I have just purchased this beautiful looking/sounding Strad-O-Lin.  I am not sure I have ever come across or seen one that is hand carved and bound so well.  Every thing is original on this including the case.  Any information would be greatly appreciated.

http://www.mandolincafe.com/forum/album.php?albumid=760

----------


## MikeEdgerton

I had one just like that few years ago. That one is pretty nice in the grand scheme of things. Make sure you upload some pictures to the Strad-O-Lin social group. By the way, if you haven't seen it, here's mine.

----------


## Catmando

Mike, Wow!  Follow the link on my post and their are more pics.  I will update them with better images soon.  Any Idea of date? Value? Origin?

----------


## BradKlein

Do you think that ANY of the various strads were hand carved?  All the variations I've seen looked like pressed front and back, even those with solid wood.

----------


## MikeEdgerton

There are rumors of a few surfacing that were carved. 

As far as more information on origin and such, there are links to the theories in the Strad-O-Lin Social Group.

As for values, all over the place. I paid $50.00 including shipping for mine.

----------


## Catmando

From my experience owning and playing mandolins, I am sure that this is carved.  With a mirror in the f-hole you can see the evidence.  I am not looking to sell this, however, I wonder if there are precedents for pricing such instruments.  Thanks for your comments.  I will post some sound samples. This is the sound I have been looking for.  If you can't tell already, I am so giddy about this thing I could wet myself.  Been there?

----------


## Michael Gowell

I saw a similar one this morning on the bench of a local luthier...except it was Electric, w/ a really sweet D'Armond pickup.  The most striking difference is the f holes...no circle at each end, an extemely slim f hole with just a tiny nicked-out notch instead of the usually significantly carved notch on each side of the f.  Unfortunately it was no longer for sale.
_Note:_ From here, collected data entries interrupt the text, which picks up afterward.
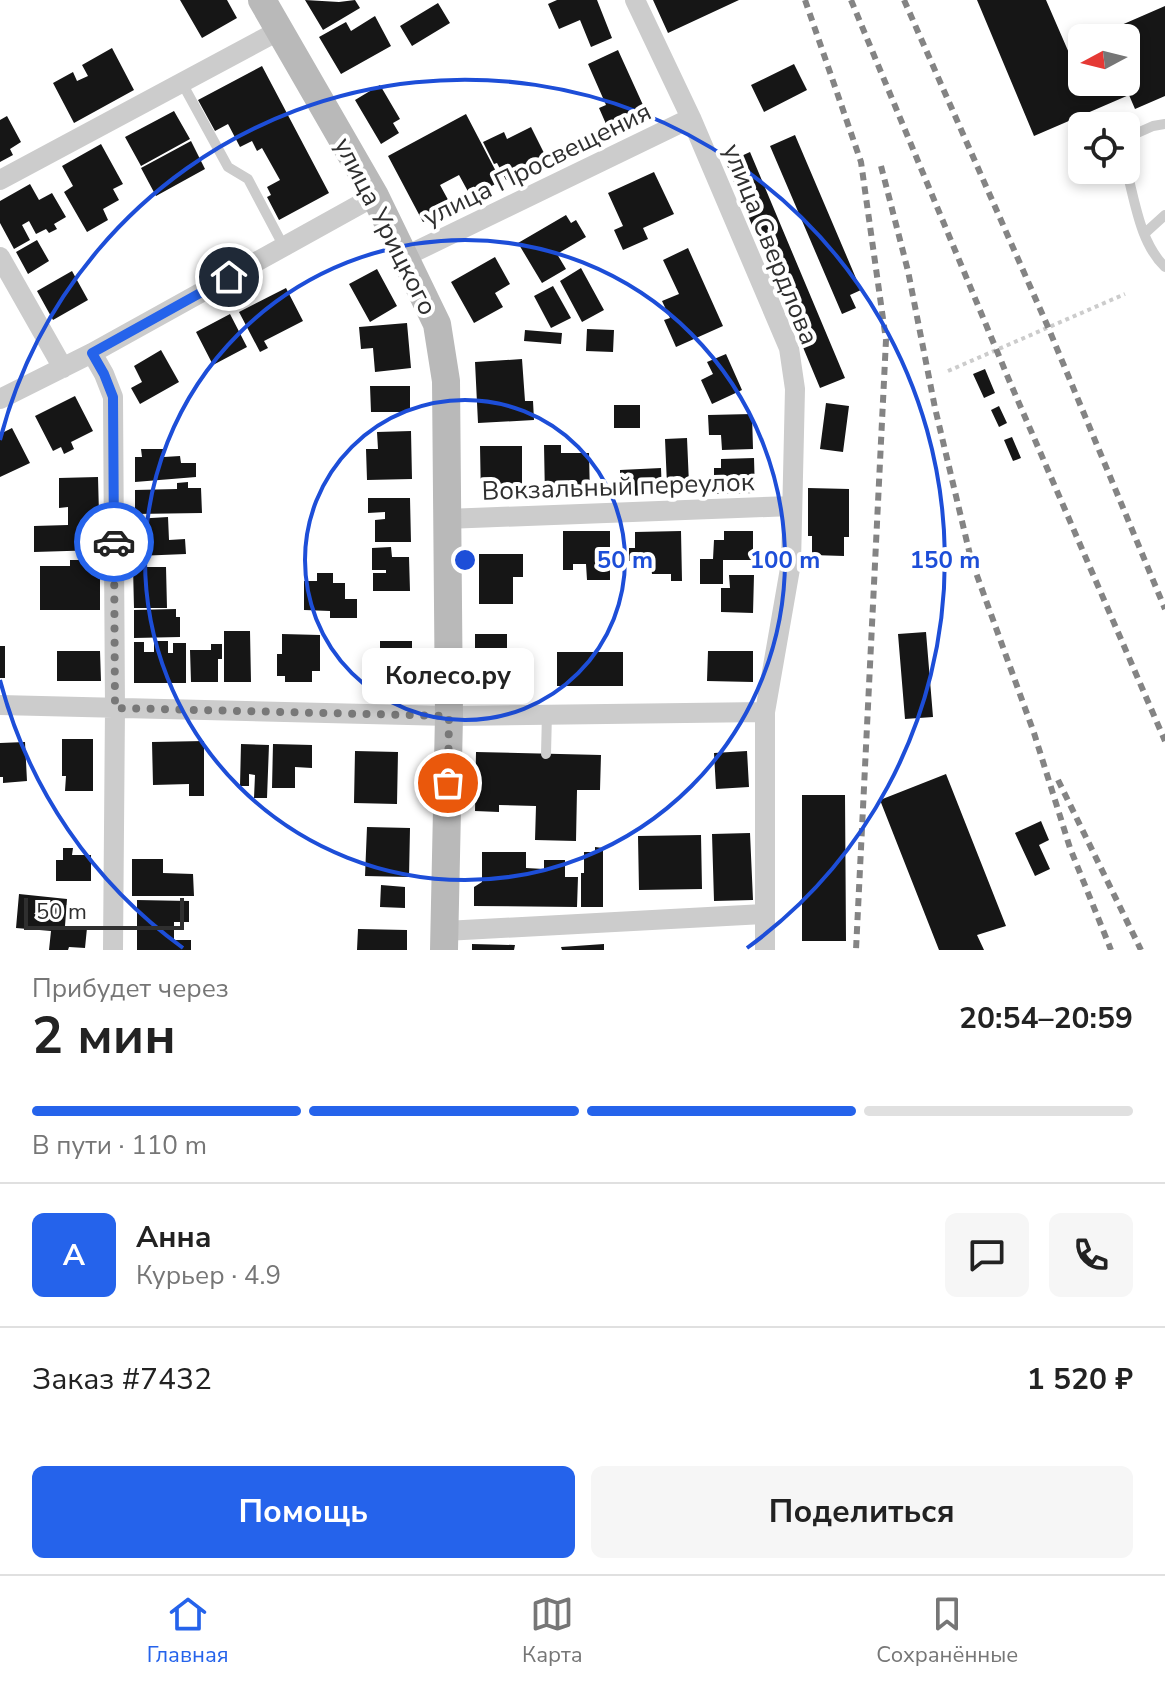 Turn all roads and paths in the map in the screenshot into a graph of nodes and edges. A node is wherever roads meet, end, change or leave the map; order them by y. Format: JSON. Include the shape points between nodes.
{"nodes":[{"id":1,"x":262,"y":0,"type":"edge"},
{"id":2,"x":635,"y":0,"type":"edge"},
{"id":3,"x":280,"y":30,"type":"junction"},
{"id":4,"x":182,"y":83,"type":"junction"},
{"id":5,"x":691,"y":118,"type":"junction"},
{"id":6,"x":1165,"y":124,"type":"edge"},
{"id":7,"x":1140,"y":132,"type":"edge"},
{"id":8,"x":0,"y":180,"type":"edge"},
{"id":9,"x":1130,"y":184,"type":"edge"},
{"id":10,"x":375,"y":196,"type":"junction"},
{"id":11,"x":1165,"y":215,"type":"edge"},
{"id":12,"x":1144,"y":234,"type":"junction"},
{"id":13,"x":284,"y":247,"type":"junction"},
{"id":14,"x":406,"y":256,"type":"junction"},
{"id":15,"x":0,"y":257,"type":"edge"},
{"id":16,"x":1165,"y":267,"type":"edge"},
{"id":17,"x":1125,"y":294,"type":"dead end"},
{"id":18,"x":92,"y":353,"type":"junction"},
{"id":19,"x":63,"y":368,"type":"junction"},
{"id":20,"x":948,"y":371,"type":"dead end"},
{"id":21,"x":0,"y":399,"type":"edge"},
{"id":22,"x":792,"y":506,"type":"junction"},
{"id":23,"x":446,"y":519,"type":"junction"},
{"id":24,"x":0,"y":705,"type":"edge"},
{"id":25,"x":115,"y":708,"type":"junction"},
{"id":26,"x":765,"y":712,"type":"junction"},
{"id":27,"x":547,"y":713,"type":"junction"},
{"id":28,"x":449,"y":716,"type":"junction"},
{"id":29,"x":546,"y":754,"type":"dead end"},
{"id":30,"x":764,"y":914,"type":"junction"},
{"id":31,"x":444,"y":941,"type":"edge"},
{"id":32,"x":113,"y":950,"type":"edge"},
{"id":33,"x":765,"y":950,"type":"edge"}],
"edges":[{"from":1,"to":3,"type":"main road","name":"улица Урицкого"},
{"from":2,"to":5,"type":"street","name":"улица Свердлова"},
{"from":3,"to":4,"type":"street"},
{"from":3,"to":10,"type":"main road","name":"улица Урицкого"},
{"from":4,"to":8,"type":"street"},
{"from":4,"to":13,"type":"lane","via":[[228,167],[248,179]]},
{"from":5,"to":14,"type":"street","name":"улица Просвещения"},
{"from":5,"to":22,"type":"street","name":"улица Свердлова","via":[[789,348],[795,389]]},
{"from":6,"to":7,"type":"lane"},
{"from":9,"to":12,"type":"lane"},
{"from":10,"to":13,"type":"street"},
{"from":10,"to":14,"type":"main road","name":"улица Урицкого"},
{"from":11,"to":12,"type":"lane"},
{"from":12,"to":16,"type":"lane"},
{"from":13,"to":18,"type":"street"},
{"from":14,"to":23,"type":"main road","name":"улица Урицкого","via":[[437,324],[446,381]]},
{"from":15,"to":19,"type":"street"},
{"from":17,"to":20,"type":"path"},
{"from":18,"to":19,"type":"street"},
{"from":18,"to":25,"type":"street","via":[[113,397]]},
{"from":19,"to":21,"type":"street"},
{"from":22,"to":23,"type":"street","name":"Вокзальный переулок"},
{"from":22,"to":26,"type":"street","name":"улица Свердлова","via":[[791,563]]},
{"from":23,"to":28,"type":"main road","name":"улица Урицкого"},
{"from":24,"to":25,"type":"street"},
{"from":25,"to":28,"type":"street"},
{"from":25,"to":32,"type":"street"},
{"from":26,"to":27,"type":"street"},
{"from":26,"to":30,"type":"street","name":"улица Свердлова"},
{"from":27,"to":28,"type":"street"},
{"from":27,"to":29,"type":"lane"},
{"from":28,"to":31,"type":"main road","name":"улица Урицкого"},
{"from":30,"to":31,"type":"street"},
{"from":30,"to":33,"type":"street","name":"улица Свердлова"}]}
I'm amazed at the emerging variations in Strad-o-lin appointments and designs.  How could their history be so obscure when obviously many people were involved in producing them for decades.

----------


## Spruce

> I wonder if there are precedents for pricing such instruments.


They are _waaaayyyyy_ undervalued, IMHO...

I recently bought one for 200 bucks that looks similar to yours, and it's a killer mandolin...

Turns out it was a friend's (who we all know around here) first-ever mandolin, so I sold it to him a couple days ago for double what I payed for it....

But if I had to value it, I'd say it's worth twice that, or about 800 bucks...
They can be that good, in my opinion, and that one was...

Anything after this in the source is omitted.